- Work instructions
Restate every record word for word, without the pictures.

- Input records

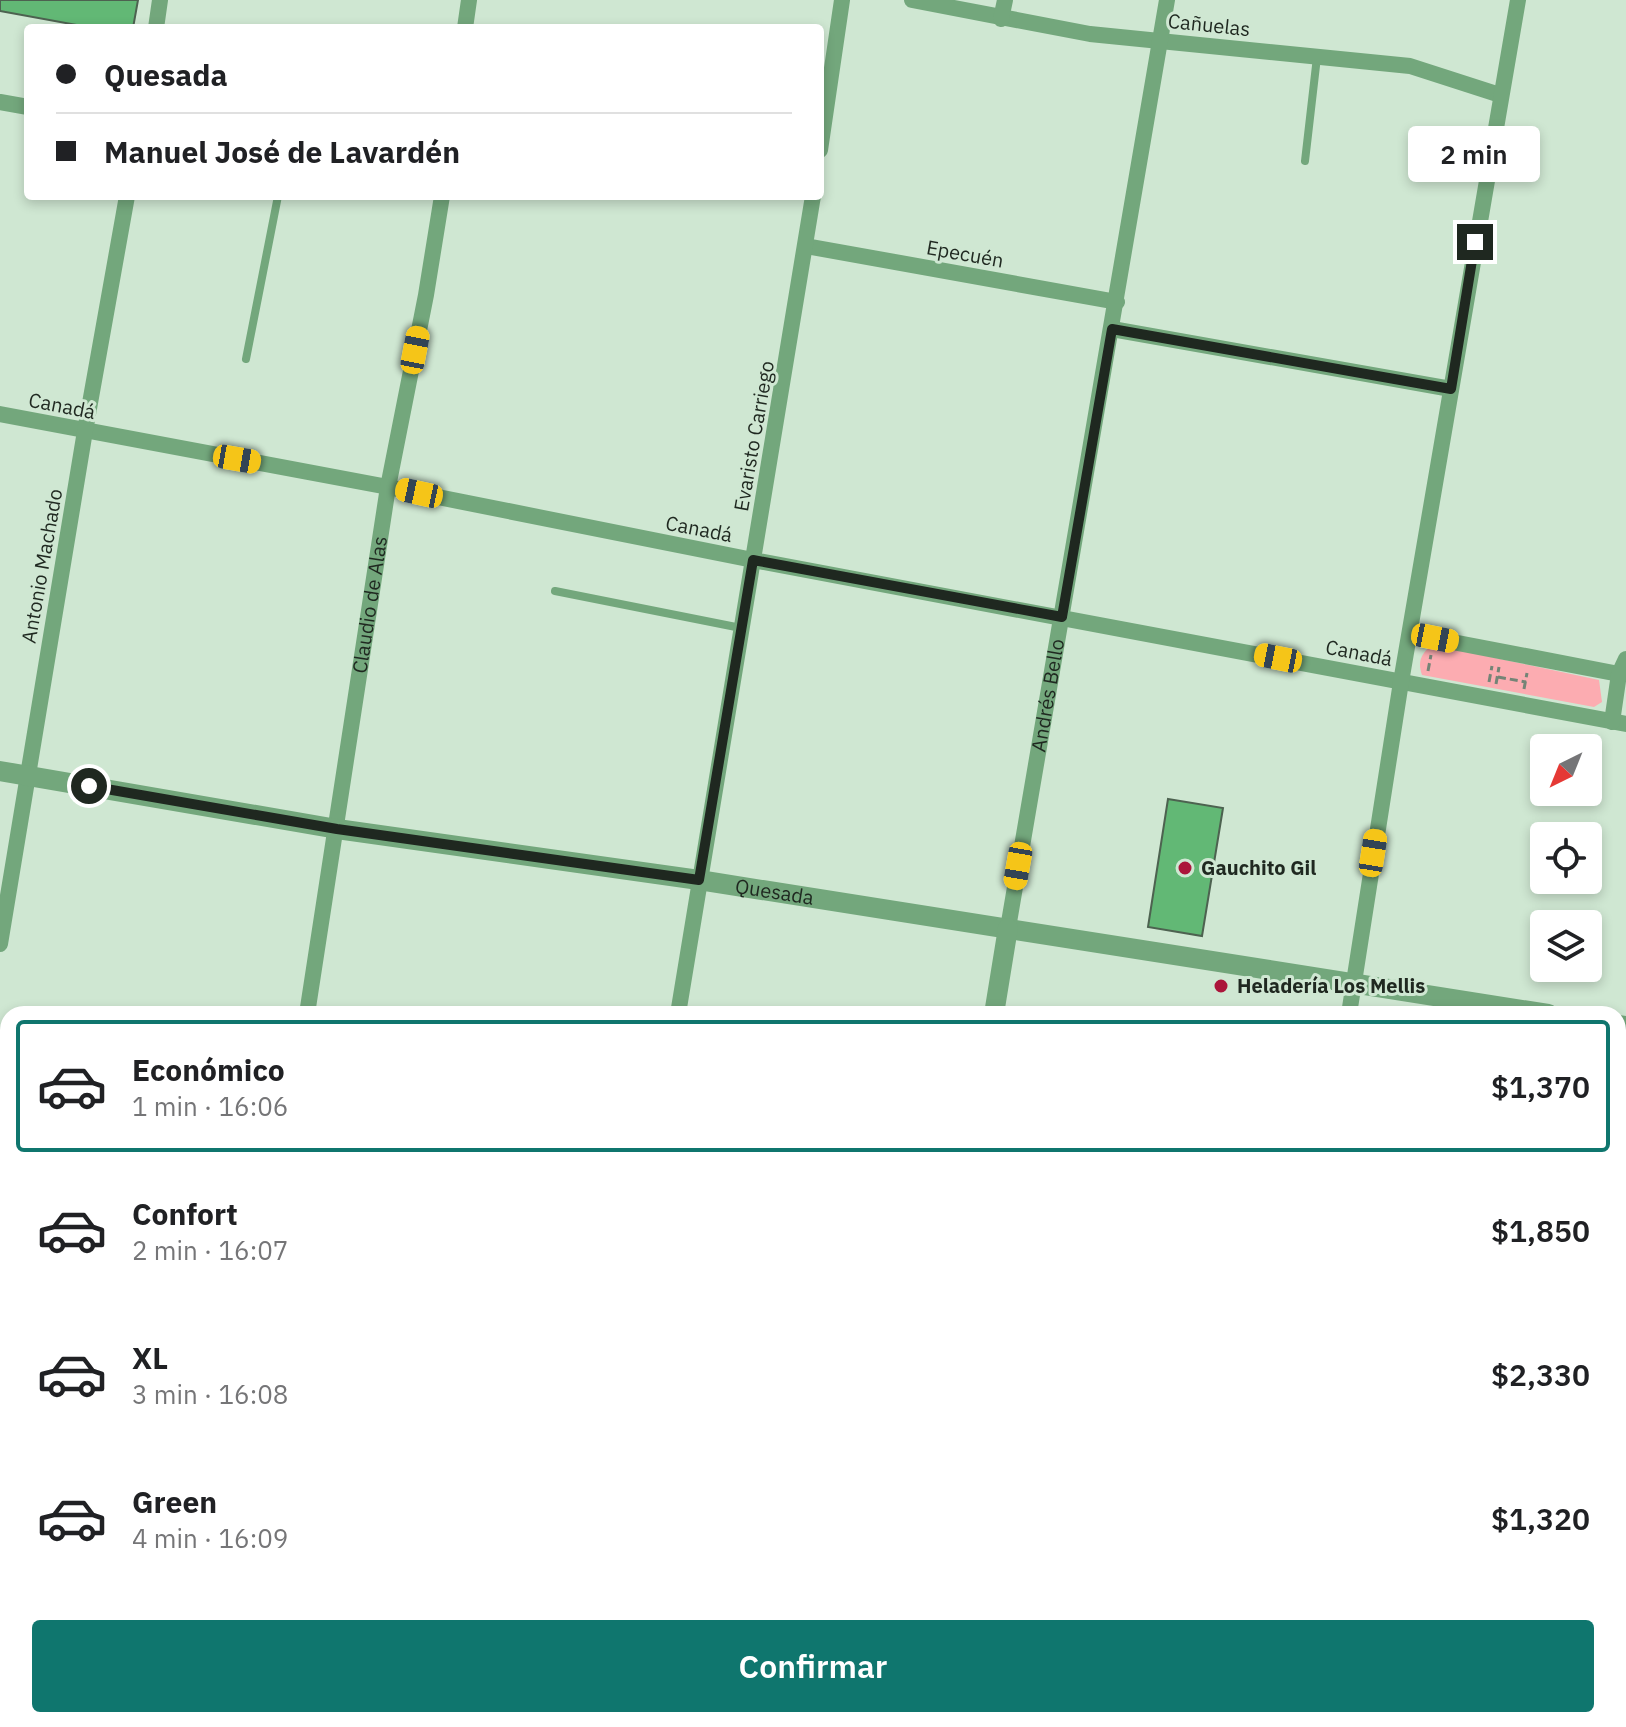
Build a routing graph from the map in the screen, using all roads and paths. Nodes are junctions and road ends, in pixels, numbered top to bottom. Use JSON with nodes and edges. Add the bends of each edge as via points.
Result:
{"nodes":[{"id":1,"x":160,"y":0,"type":"edge"},
{"id":2,"x":469,"y":0,"type":"edge"},
{"id":3,"x":842,"y":0,"type":"edge"},
{"id":4,"x":912,"y":0,"type":"edge"},
{"id":5,"x":1005,"y":0,"type":"edge"},
{"id":6,"x":1167,"y":0,"type":"edge"},
{"id":7,"x":1518,"y":0,"type":"edge"},
{"id":8,"x":1001,"y":19,"type":"junction"},
{"id":9,"x":157,"y":24,"type":"edge"},
{"id":10,"x":466,"y":24,"type":"edge"},
{"id":11,"x":1160,"y":40,"type":"junction"},
{"id":12,"x":1317,"y":56,"type":"junction"},
{"id":13,"x":1500,"y":95,"type":"junction"},
{"id":14,"x":0,"y":102,"type":"edge"},
{"id":15,"x":24,"y":106,"type":"edge"},
{"id":16,"x":824,"y":123,"type":"edge"},
{"id":17,"x":1305,"y":161,"type":"dead end"},
{"id":18,"x":126,"y":200,"type":"edge"},
{"id":19,"x":277,"y":200,"type":"edge"},
{"id":20,"x":441,"y":200,"type":"edge"},
{"id":21,"x":812,"y":200,"type":"edge"},
{"id":22,"x":806,"y":246,"type":"junction"},
{"id":23,"x":1117,"y":302,"type":"junction"},
{"id":24,"x":1112,"y":329,"type":"junction"},
{"id":25,"x":246,"y":359,"type":"dead end"},
{"id":26,"x":1451,"y":389,"type":"junction"},
{"id":27,"x":0,"y":414,"type":"edge"},
{"id":28,"x":85,"y":431,"type":"junction"},
{"id":29,"x":388,"y":487,"type":"junction"},
{"id":30,"x":753,"y":560,"type":"junction"},
{"id":31,"x":555,"y":591,"type":"dead end"},
{"id":32,"x":1062,"y":617,"type":"junction"},
{"id":33,"x":741,"y":628,"type":"junction"},
{"id":34,"x":1411,"y":634,"type":"junction"},
{"id":35,"x":1435,"y":638,"type":"junction"},
{"id":36,"x":1498,"y":651,"type":"junction"},
{"id":37,"x":1530,"y":657,"type":"junction"},
{"id":38,"x":1623,"y":667,"type":"edge"},
{"id":39,"x":1497,"y":676,"type":"junction"},
{"id":40,"x":1401,"y":682,"type":"junction"},
{"id":41,"x":1526,"y":682,"type":"junction"},
{"id":42,"x":1424,"y":686,"type":"junction"},
{"id":43,"x":1490,"y":698,"type":"junction"},
{"id":44,"x":1522,"y":705,"type":"junction"},
{"id":45,"x":1619,"y":723,"type":"edge"},
{"id":46,"x":0,"y":771,"type":"edge"},
{"id":47,"x":27,"y":776,"type":"junction"},
{"id":48,"x":337,"y":829,"type":"junction"},
{"id":49,"x":699,"y":880,"type":"junction"},
{"id":50,"x":1008,"y":928,"type":"junction"},
{"id":51,"x":0,"y":944,"type":"edge"},
{"id":52,"x":1354,"y":983,"type":"junction"},
{"id":53,"x":308,"y":1006,"type":"edge"},
{"id":54,"x":679,"y":1006,"type":"edge"},
{"id":55,"x":995,"y":1006,"type":"edge"},
{"id":56,"x":1350,"y":1006,"type":"edge"},
{"id":57,"x":1498,"y":1006,"type":"edge"}],
"edges":[{"from":1,"to":9,"type":"street"},
{"from":2,"to":10,"type":"street"},
{"from":3,"to":16,"type":"street"},
{"from":4,"to":8,"type":"street","name":"Cañuelas"},
{"from":5,"to":8,"type":"street"},
{"from":6,"to":11,"type":"street","name":"Andrés Bello"},
{"from":7,"to":13,"type":"street"},
{"from":8,"to":11,"type":"street","name":"Cañuelas"},
{"from":11,"to":12,"type":"street","name":"Cañuelas"},
{"from":11,"to":23,"type":"street","name":"Andrés Bello"},
{"from":12,"to":13,"type":"street","name":"Cañuelas","via":[[1410,66]]},
{"from":12,"to":17,"type":"lane"},
{"from":13,"to":26,"type":"street"},
{"from":14,"to":15,"type":"street"},
{"from":18,"to":28,"type":"street","name":"Antonio Machado"},
{"from":19,"to":25,"type":"lane"},
{"from":20,"to":29,"type":"street","name":"Claudio de Alas"},
{"from":21,"to":22,"type":"street","name":"Evaristo Carriego"},
{"from":22,"to":23,"type":"street","name":"Epecuén"},
{"from":22,"to":30,"type":"street","name":"Evaristo Carriego"},
{"from":23,"to":24,"type":"street","name":"Andrés Bello"},
{"from":24,"to":26,"type":"street"},
{"from":24,"to":32,"type":"street","name":"Andrés Bello"},
{"from":26,"to":34,"type":"street"},
{"from":27,"to":28,"type":"street","name":"Canadá"},
{"from":28,"to":29,"type":"street","name":"Canadá"},
{"from":28,"to":47,"type":"street","name":"Antonio Machado"},
{"from":29,"to":30,"type":"street","name":"Canadá"},
{"from":29,"to":48,"type":"street","name":"Claudio de Alas"},
{"from":30,"to":32,"type":"street","name":"Canadá"},
{"from":30,"to":33,"type":"street","name":"Evaristo Carriego"},
{"from":31,"to":33,"type":"lane"},
{"from":32,"to":40,"type":"street","name":"Canadá"},
{"from":32,"to":50,"type":"street","name":"Andrés Bello"},
{"from":33,"to":49,"type":"street","name":"Evaristo Carriego"},
{"from":34,"to":35,"type":"street","name":"Canadá"},
{"from":34,"to":40,"type":"street"},
{"from":35,"to":36,"type":"street","name":"Canadá"},
{"from":35,"to":42,"type":"path"},
{"from":36,"to":37,"type":"street","name":"Canadá"},
{"from":36,"to":39,"type":"path"},
{"from":36,"to":43,"type":"path"},
{"from":37,"to":38,"type":"street","name":"Canadá"},
{"from":37,"to":41,"type":"path"},
{"from":38,"to":45,"type":"street"},
{"from":39,"to":41,"type":"path"},
{"from":39,"to":43,"type":"path"},
{"from":40,"to":42,"type":"street","name":"Canadá"},
{"from":40,"to":52,"type":"street"},
{"from":41,"to":44,"type":"path"},
{"from":42,"to":43,"type":"street","name":"Canadá"},
{"from":43,"to":44,"type":"street","name":"Canadá"},
{"from":44,"to":45,"type":"street","name":"Canadá"},
{"from":46,"to":47,"type":"street","name":"Quesada"},
{"from":47,"to":48,"type":"street","name":"Quesada"},
{"from":47,"to":51,"type":"street","name":"Antonio Machado"},
{"from":48,"to":49,"type":"street","name":"Quesada"},
{"from":48,"to":53,"type":"street","name":"Claudio de Alas"},
{"from":49,"to":50,"type":"street","name":"Quesada"},
{"from":49,"to":54,"type":"street","name":"Evaristo Carriego"},
{"from":50,"to":52,"type":"street","name":"Quesada"},
{"from":50,"to":55,"type":"street","name":"Andrés Bello"},
{"from":52,"to":56,"type":"street"},
{"from":52,"to":57,"type":"street","name":"Quesada"}]}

- Task result
Build a routing graph from the map in the screen, using all roads and paths. Nodes are junctions and road ends, in pixels, numbered top to bottom. Use JSON with nodes and edges. Add the bends of each edge as via points.
Result:
{"nodes":[{"id":1,"x":160,"y":0,"type":"edge"},
{"id":2,"x":469,"y":0,"type":"edge"},
{"id":3,"x":842,"y":0,"type":"edge"},
{"id":4,"x":912,"y":0,"type":"edge"},
{"id":5,"x":1005,"y":0,"type":"edge"},
{"id":6,"x":1167,"y":0,"type":"edge"},
{"id":7,"x":1518,"y":0,"type":"edge"},
{"id":8,"x":1001,"y":19,"type":"junction"},
{"id":9,"x":157,"y":24,"type":"edge"},
{"id":10,"x":466,"y":24,"type":"edge"},
{"id":11,"x":1160,"y":40,"type":"junction"},
{"id":12,"x":1317,"y":56,"type":"junction"},
{"id":13,"x":1500,"y":95,"type":"junction"},
{"id":14,"x":0,"y":102,"type":"edge"},
{"id":15,"x":24,"y":106,"type":"edge"},
{"id":16,"x":824,"y":123,"type":"edge"},
{"id":17,"x":1305,"y":161,"type":"dead end"},
{"id":18,"x":126,"y":200,"type":"edge"},
{"id":19,"x":277,"y":200,"type":"edge"},
{"id":20,"x":441,"y":200,"type":"edge"},
{"id":21,"x":812,"y":200,"type":"edge"},
{"id":22,"x":806,"y":246,"type":"junction"},
{"id":23,"x":1117,"y":302,"type":"junction"},
{"id":24,"x":1112,"y":329,"type":"junction"},
{"id":25,"x":246,"y":359,"type":"dead end"},
{"id":26,"x":1451,"y":389,"type":"junction"},
{"id":27,"x":0,"y":414,"type":"edge"},
{"id":28,"x":85,"y":431,"type":"junction"},
{"id":29,"x":388,"y":487,"type":"junction"},
{"id":30,"x":753,"y":560,"type":"junction"},
{"id":31,"x":555,"y":591,"type":"dead end"},
{"id":32,"x":1062,"y":617,"type":"junction"},
{"id":33,"x":741,"y":628,"type":"junction"},
{"id":34,"x":1411,"y":634,"type":"junction"},
{"id":35,"x":1435,"y":638,"type":"junction"},
{"id":36,"x":1498,"y":651,"type":"junction"},
{"id":37,"x":1530,"y":657,"type":"junction"},
{"id":38,"x":1623,"y":667,"type":"edge"},
{"id":39,"x":1497,"y":676,"type":"junction"},
{"id":40,"x":1401,"y":682,"type":"junction"},
{"id":41,"x":1526,"y":682,"type":"junction"},
{"id":42,"x":1424,"y":686,"type":"junction"},
{"id":43,"x":1490,"y":698,"type":"junction"},
{"id":44,"x":1522,"y":705,"type":"junction"},
{"id":45,"x":1619,"y":723,"type":"edge"},
{"id":46,"x":0,"y":771,"type":"edge"},
{"id":47,"x":27,"y":776,"type":"junction"},
{"id":48,"x":337,"y":829,"type":"junction"},
{"id":49,"x":699,"y":880,"type":"junction"},
{"id":50,"x":1008,"y":928,"type":"junction"},
{"id":51,"x":0,"y":944,"type":"edge"},
{"id":52,"x":1354,"y":983,"type":"junction"},
{"id":53,"x":308,"y":1006,"type":"edge"},
{"id":54,"x":679,"y":1006,"type":"edge"},
{"id":55,"x":995,"y":1006,"type":"edge"},
{"id":56,"x":1350,"y":1006,"type":"edge"},
{"id":57,"x":1498,"y":1006,"type":"edge"}],
"edges":[{"from":1,"to":9,"type":"street"},
{"from":2,"to":10,"type":"street"},
{"from":3,"to":16,"type":"street"},
{"from":4,"to":8,"type":"street","name":"Cañuelas"},
{"from":5,"to":8,"type":"street"},
{"from":6,"to":11,"type":"street","name":"Andrés Bello"},
{"from":7,"to":13,"type":"street"},
{"from":8,"to":11,"type":"street","name":"Cañuelas"},
{"from":11,"to":12,"type":"street","name":"Cañuelas"},
{"from":11,"to":23,"type":"street","name":"Andrés Bello"},
{"from":12,"to":13,"type":"street","name":"Cañuelas","via":[[1410,66]]},
{"from":12,"to":17,"type":"lane"},
{"from":13,"to":26,"type":"street"},
{"from":14,"to":15,"type":"street"},
{"from":18,"to":28,"type":"street","name":"Antonio Machado"},
{"from":19,"to":25,"type":"lane"},
{"from":20,"to":29,"type":"street","name":"Claudio de Alas"},
{"from":21,"to":22,"type":"street","name":"Evaristo Carriego"},
{"from":22,"to":23,"type":"street","name":"Epecuén"},
{"from":22,"to":30,"type":"street","name":"Evaristo Carriego"},
{"from":23,"to":24,"type":"street","name":"Andrés Bello"},
{"from":24,"to":26,"type":"street"},
{"from":24,"to":32,"type":"street","name":"Andrés Bello"},
{"from":26,"to":34,"type":"street"},
{"from":27,"to":28,"type":"street","name":"Canadá"},
{"from":28,"to":29,"type":"street","name":"Canadá"},
{"from":28,"to":47,"type":"street","name":"Antonio Machado"},
{"from":29,"to":30,"type":"street","name":"Canadá"},
{"from":29,"to":48,"type":"street","name":"Claudio de Alas"},
{"from":30,"to":32,"type":"street","name":"Canadá"},
{"from":30,"to":33,"type":"street","name":"Evaristo Carriego"},
{"from":31,"to":33,"type":"lane"},
{"from":32,"to":40,"type":"street","name":"Canadá"},
{"from":32,"to":50,"type":"street","name":"Andrés Bello"},
{"from":33,"to":49,"type":"street","name":"Evaristo Carriego"},
{"from":34,"to":35,"type":"street","name":"Canadá"},
{"from":34,"to":40,"type":"street"},
{"from":35,"to":36,"type":"street","name":"Canadá"},
{"from":35,"to":42,"type":"path"},
{"from":36,"to":37,"type":"street","name":"Canadá"},
{"from":36,"to":39,"type":"path"},
{"from":36,"to":43,"type":"path"},
{"from":37,"to":38,"type":"street","name":"Canadá"},
{"from":37,"to":41,"type":"path"},
{"from":38,"to":45,"type":"street"},
{"from":39,"to":41,"type":"path"},
{"from":39,"to":43,"type":"path"},
{"from":40,"to":42,"type":"street","name":"Canadá"},
{"from":40,"to":52,"type":"street"},
{"from":41,"to":44,"type":"path"},
{"from":42,"to":43,"type":"street","name":"Canadá"},
{"from":43,"to":44,"type":"street","name":"Canadá"},
{"from":44,"to":45,"type":"street","name":"Canadá"},
{"from":46,"to":47,"type":"street","name":"Quesada"},
{"from":47,"to":48,"type":"street","name":"Quesada"},
{"from":47,"to":51,"type":"street","name":"Antonio Machado"},
{"from":48,"to":49,"type":"street","name":"Quesada"},
{"from":48,"to":53,"type":"street","name":"Claudio de Alas"},
{"from":49,"to":50,"type":"street","name":"Quesada"},
{"from":49,"to":54,"type":"street","name":"Evaristo Carriego"},
{"from":50,"to":52,"type":"street","name":"Quesada"},
{"from":50,"to":55,"type":"street","name":"Andrés Bello"},
{"from":52,"to":56,"type":"street"},
{"from":52,"to":57,"type":"street","name":"Quesada"}]}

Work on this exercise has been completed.